Lionel Richie chronology
| The Definitive Collection (2003) | 20th Century Masters – The Millennium Collection: The Best of Lionel Richie (2003) | Just for You (2004) |

= 20th Century Masters – The Millennium Collection: The Best of Lionel Richie =

20th Century Masters – The Millennium Collection: The Best of Lionel Richie is a compilation album by the American contemporary R&B singer Lionel Richie, released on October 7, 2003 by Motown, released as his volume in Universal Music's 20th Century Masters, a series of albums compiled with the intent of remastering old music for consumers of the 21st century to enjoy at an affordable price.

== Reception ==

Stephen Thomas Erlewine wrote in a review of the album that "There are a lot of songs that should have made the cut if this was going to be a truly representative, excellent 11-track recap of his solo career", noting that "this isn't bad for a budget-line compilation, since it's an enjoyable, concise sampler".

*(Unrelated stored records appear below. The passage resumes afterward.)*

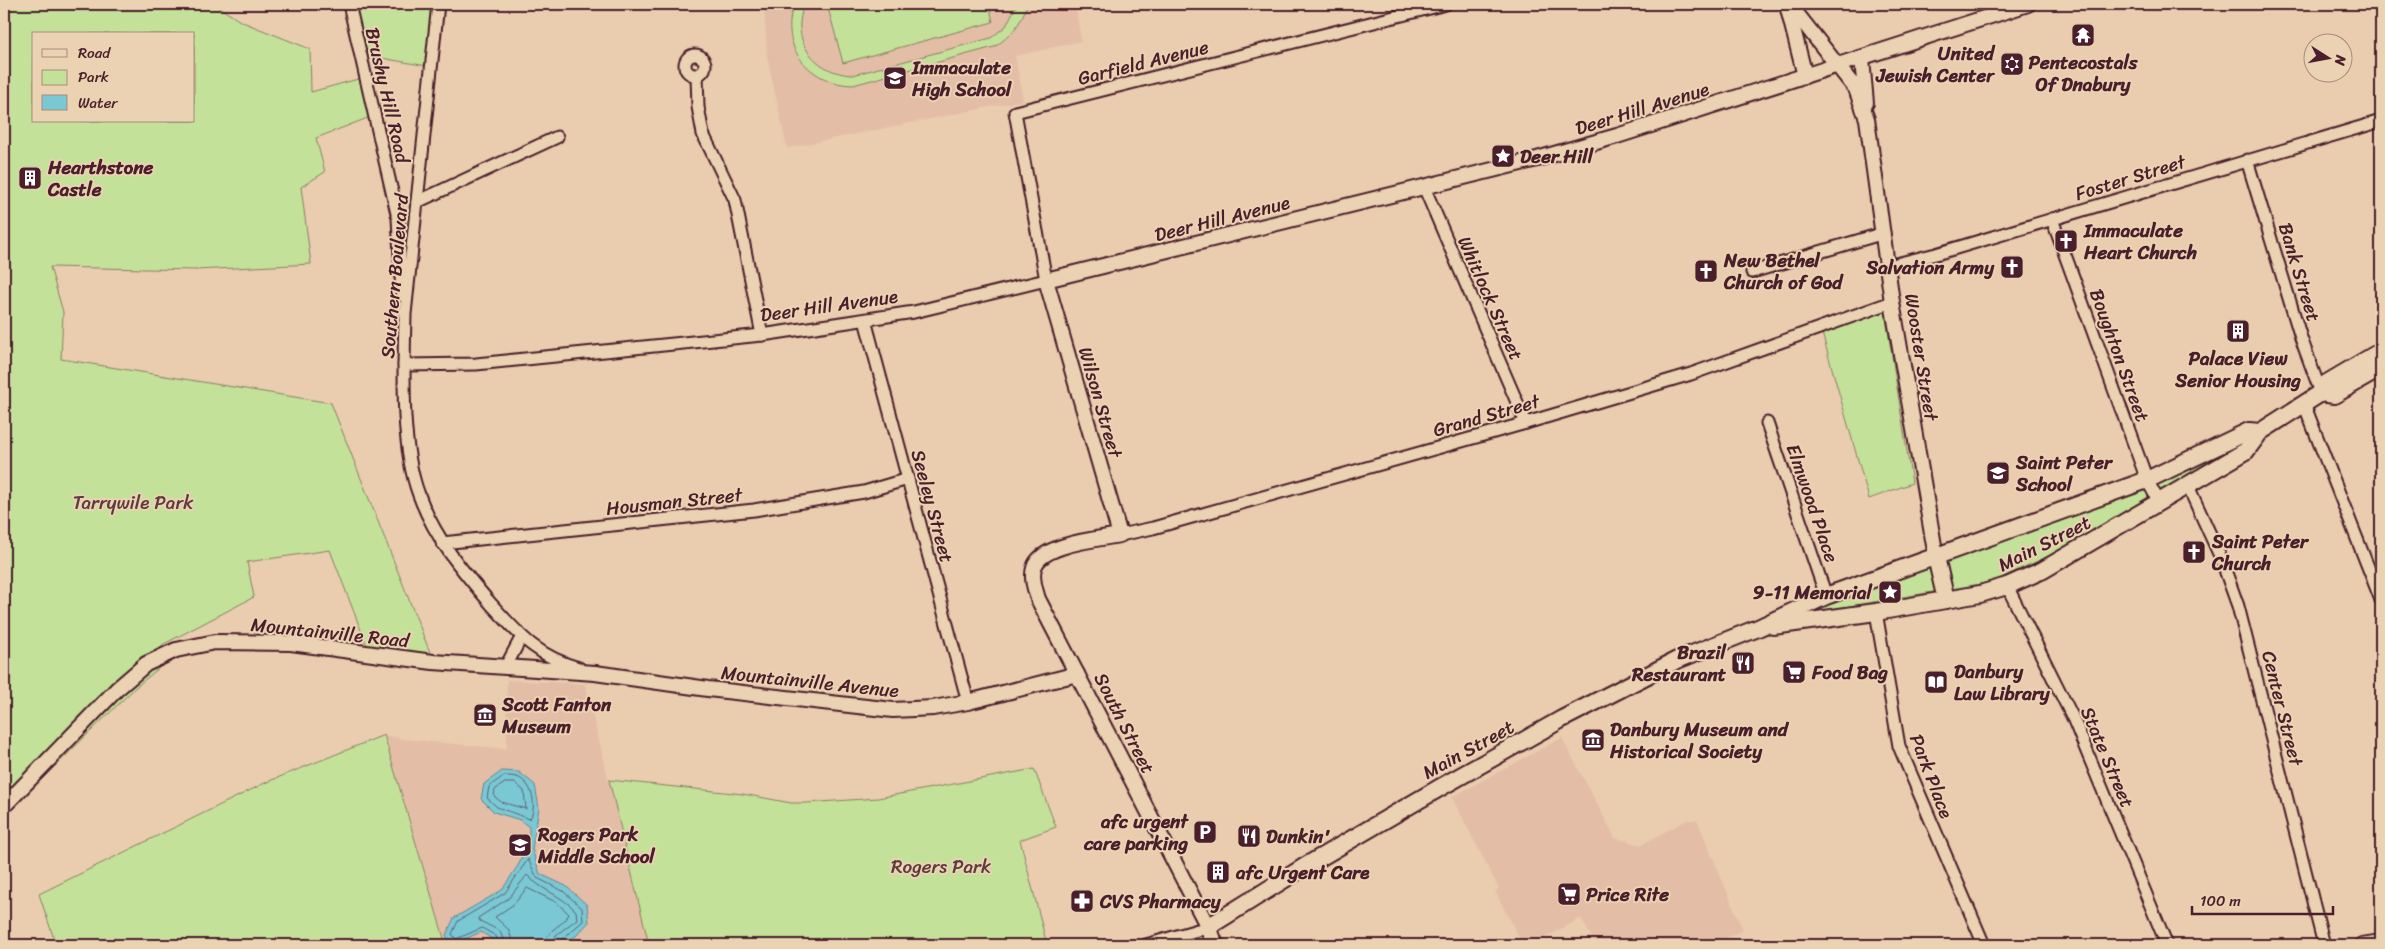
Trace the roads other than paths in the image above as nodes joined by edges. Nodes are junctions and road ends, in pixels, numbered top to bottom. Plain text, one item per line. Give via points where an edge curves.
1 (349, 4) edge
2 (438, 4) edge
3 (1446, 4) edge
4 (1788, 4) edge
5 (2028, 4) edge
6 (1862, 58) junction
7 (1837, 65) junction
8 (697, 75) dead end
9 (1805, 76) junction
10 (1867, 119) junction
11 (2381, 121) edge
12 (557, 138) dead end
13 (2247, 160) junction
14 (1424, 187) junction
15 (417, 202) junction
16 (2052, 219) junction
17 (1884, 234) junction
18 (1888, 266) junction
19 (1752, 272) dead end
20 (1046, 280) junction
21 (1892, 302) junction
22 (405, 314) junction
23 (865, 320) junction
24 (762, 335) junction
25 (2381, 351) edge
26 (404, 365) junction
27 (2381, 368) edge
28 (2321, 393) junction
29 (2304, 404) junction
30 (1526, 423) junction
31 (1767, 423) dead end
32 (2260, 432) junction
33 (908, 479) junction
34 (2147, 480) junction
35 (2188, 486) junction
36 (2159, 502) junction
37 (1120, 535) junction
38 (442, 543) junction
39 (1083, 543) joint
40 (1936, 557) junction
41 (2007, 586) junction
42 (1826, 596) junction
43 (1946, 600) junction
44 (2381, 600) edge
45 (1876, 612) junction
46 (1758, 628) junction
47 (521, 638) junction
48 (506, 666) junction
49 (596, 673) junction
50 (1077, 674) junction
51 (968, 702) junction
52 (4, 806) edge
53 (1208, 927) junction
54 (2381, 942) edge
55 (1146, 945) edge
56 (1215, 945) edge
57 (1984, 945) edge
58 (2167, 945) edge
59 (2324, 945) edge
60 (2362, 945) edge

1 - 22 street, Brushy Hill Road via 398,218
2 - 15 street, Southern Boulevard
3 - 20 street, Garfield Avenue via 1015,112
4 - 7 street, Wooster Street
4 - 9 street
5 - 6 street, Deer Hill Avenue
6 - 7 street, Deer Hill Avenue
6 - 10 street, Wooster Street
7 - 9 street, Deer Hill Avenue
7 - 10 street, Wooster Street via 1856,89
8 - 24 street via 703,134 736,200
9 - 14 street, Deer Hill Avenue via 1617,136
10 - 17 street, Wooster Street
11 - 13 street, Foster Street
12 - 15 street
13 - 16 street, Foster Street
13 - 28 street, Bank Street
14 - 20 street, Deer Hill Avenue
14 - 30 street, Whitlock Street
15 - 22 street, Southern Boulevard
16 - 18 street, Foster Street
16 - 34 street, Boughton Street
17 - 18 street, Wooster Street
17 - 19 street
18 - 21 street, Wooster Street
20 - 23 street, Deer Hill Avenue via 914,312
20 - 37 street, Wilson Street
21 - 30 street, Grand Street via 1691,374
21 - 40 street, Wooster Street
22 - 26 street, Southern Boulevard
23 - 24 street, Deer Hill Avenue
23 - 33 street, Seeley Street
24 - 26 street, Deer Hill Avenue via 476,364
25 - 28 main road, Main Street via 2327,382
26 - 38 street, Southern Boulevard via 411,463 418,494
27 - 28 main road, Main Street via 2334,395
28 - 29 main road, Main Street
29 - 32 main road, Main Street
29 - 44 street
30 - 37 street, Grand Street
31 - 42 street, Elmwood Place
32 - 34 main road, Main Street via 2249,431
32 - 35 main road, Main Street via 2246,451
33 - 38 street, Housman Street via 864,492 754,510
33 - 51 street, Seeley Street
34 - 36 street, Boughton Street
34 - 40 main road, Main Street
35 - 36 main road, Main Street
35 - 59 street, Center Street via 2220,556 2238,606
36 - 41 main road, Main Street via 2043,570
37 - 39 street, Grand Street
38 - 47 street, Southern Boulevard
39 - 50 street, South Street via 1058,548 1041,556 1034,568 1033,581 1038,599
40 - 42 main road, Main Street
40 - 43 main road, Wooster Street
41 - 43 main road, Main Street
41 - 58 street, State Street via 2073,718
42 - 46 main road, Main Street
43 - 45 main road, Main Street
45 - 46 main road, Main Street
45 - 57 street, Park Place via 1899,746
46 - 53 main road, Main Street via 1677,660 1562,719 1304,866
47 - 48 street
47 - 49 street, Southern Boulevard via 547,657
48 - 49 street, Mountainville Road
48 - 52 street, Mountainville Road via 433,662 290,643 215,642 176,650 146,664 116,689
49 - 51 street, Mountainville Avenue via 865,708 893,710
50 - 51 street, Mountainville Avenue
50 - 53 street, South Street
53 - 55 street
53 - 56 main road, South Street
54 - 60 street

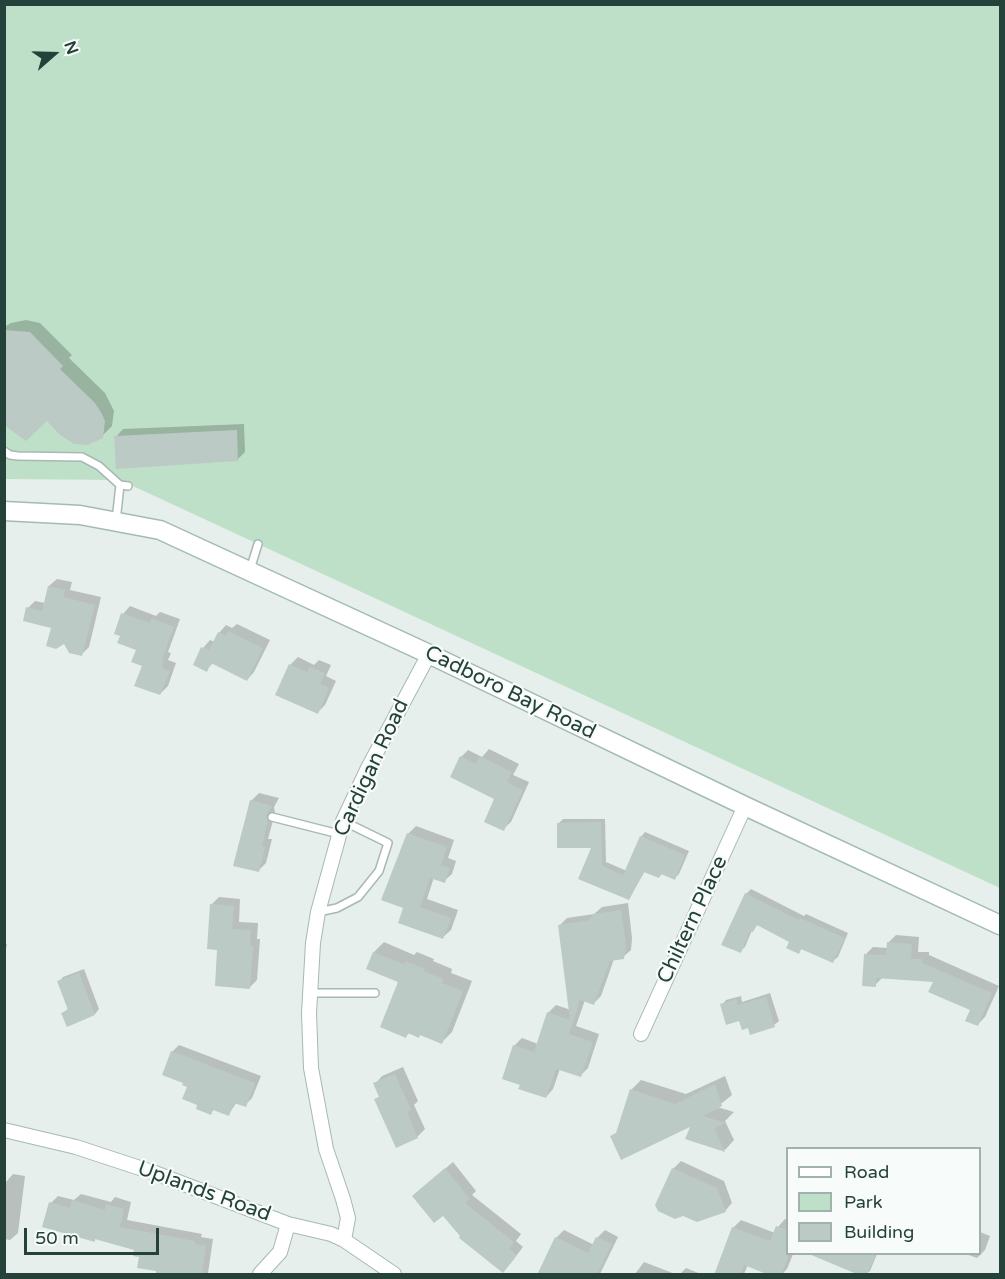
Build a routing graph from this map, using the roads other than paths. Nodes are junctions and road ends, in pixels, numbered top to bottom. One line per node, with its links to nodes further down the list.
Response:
1 (4, 451): 2 (lane)
2 (120, 484): 3 (lane); 5 (lane)
3 (128, 486)
4 (4, 512): 5 (main road, Cadboro Bay Road)
5 (116, 521): 7 (main road, Cadboro Bay Road)
6 (258, 544): 7 (lane)
7 (249, 572): 8 (main road, Cadboro Bay Road)
8 (429, 654): 9 (main road, Cadboro Bay Road); 11 (street, Cardigan Road)
9 (745, 806): 13 (main road, Cadboro Bay Road); 16 (street, Chiltern Place)
10 (272, 817): 11 (lane)
11 (341, 828): 12 (street, Cardigan Road); 12 (lane)
12 (318, 912): 14 (street, Cardigan Road)
13 (1000, 925)
14 (310, 993): 15 (lane); 19 (street, Cardigan Road)
15 (375, 993)
16 (641, 1034)
17 (4, 1130): 18 (street, Uplands Road)
18 (288, 1224): 19 (street, Uplands Road); 20 (street)
19 (344, 1240): 21 (street, Uplands Road)
20 (260, 1275)
21 (394, 1275)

Popmatters reviewer Jon Langmead noted that "this disc just doesn’t do him justice", noting "What’s not really funny is that this disc really gives only a slight bit of insight towards answering that question; only five of the big hits are on this disc", concluding by saying that "This collection, because it’s missing so many worthwhile songs, seems especially unnecessary. He may be one of the few cases where it’s worth it to shell out a few more dollars for a more complete collection."

Professional ratings
Review scores
| Source | Rating |
| AllMusic | Star Half star |

== Track listing ==

Standard edition
| No. | Title | Writer(s) | Original album | Length |
|---|---|---|---|---|
| 1. | "You Are" | Richie and Brenda Harvey-Richie | Lionel Richie (1983) | 5:01 |
| 2. | "Lionel Richie" |  | Lionel Richie | 4:04 |
| 3. | "All Night Long (All Night)" |  | Can't Slow Down (1984) | 6:22 |
| 4. | "Hello" |  | Can't Slow Down | 4:09 |
| 5. | "Say You, Say Me" |  | Dancing on the Ceiling (1986) | 4:01 |
| 6. | "Dancing on the Ceiling" | Richie, Carlos Rios and Michael Frenchik | Dancing on the Ceiling | 4:32 |
| 7. | "Deep River Woman" |  | Dancing on the Ceiling | 4:38 |
| 8. | "Cinderella" | Richie and Jon Wolfe | Renaissance (2001) | 3:42 |
| 9. | "Zoom" (Originally by the Commodores) | Richie and Ronald LaPread | Commodores (1977) | 7:05 |
| 10. | "Lady (You Bring Me Up)" (Originally by the Commodores) | Harold Hudson, Shirley King and William King | In the Pocket (1981) | 4:50 |
| 11. | "Jesus is Love" |  | Heroes (1980) | 6:06 |
| Total length: |  |  |  | 54:30 |

== Charts ==

| Chart (2012) | Peak position |
|---|---|
| US Billboard 200 | 63 |
| US Top Catalog Albums (Billboard) | 5 |

== Certifications ==

Certifications for 20th Century Masters – The Millennium Collection: The Best of Lionel Richie
| Region | Certification | Certified units/sales |
| United Kingdom (BPI) | Silver | 60,000^{‡} |
^{‡} Sales+streaming figures based on certification alone.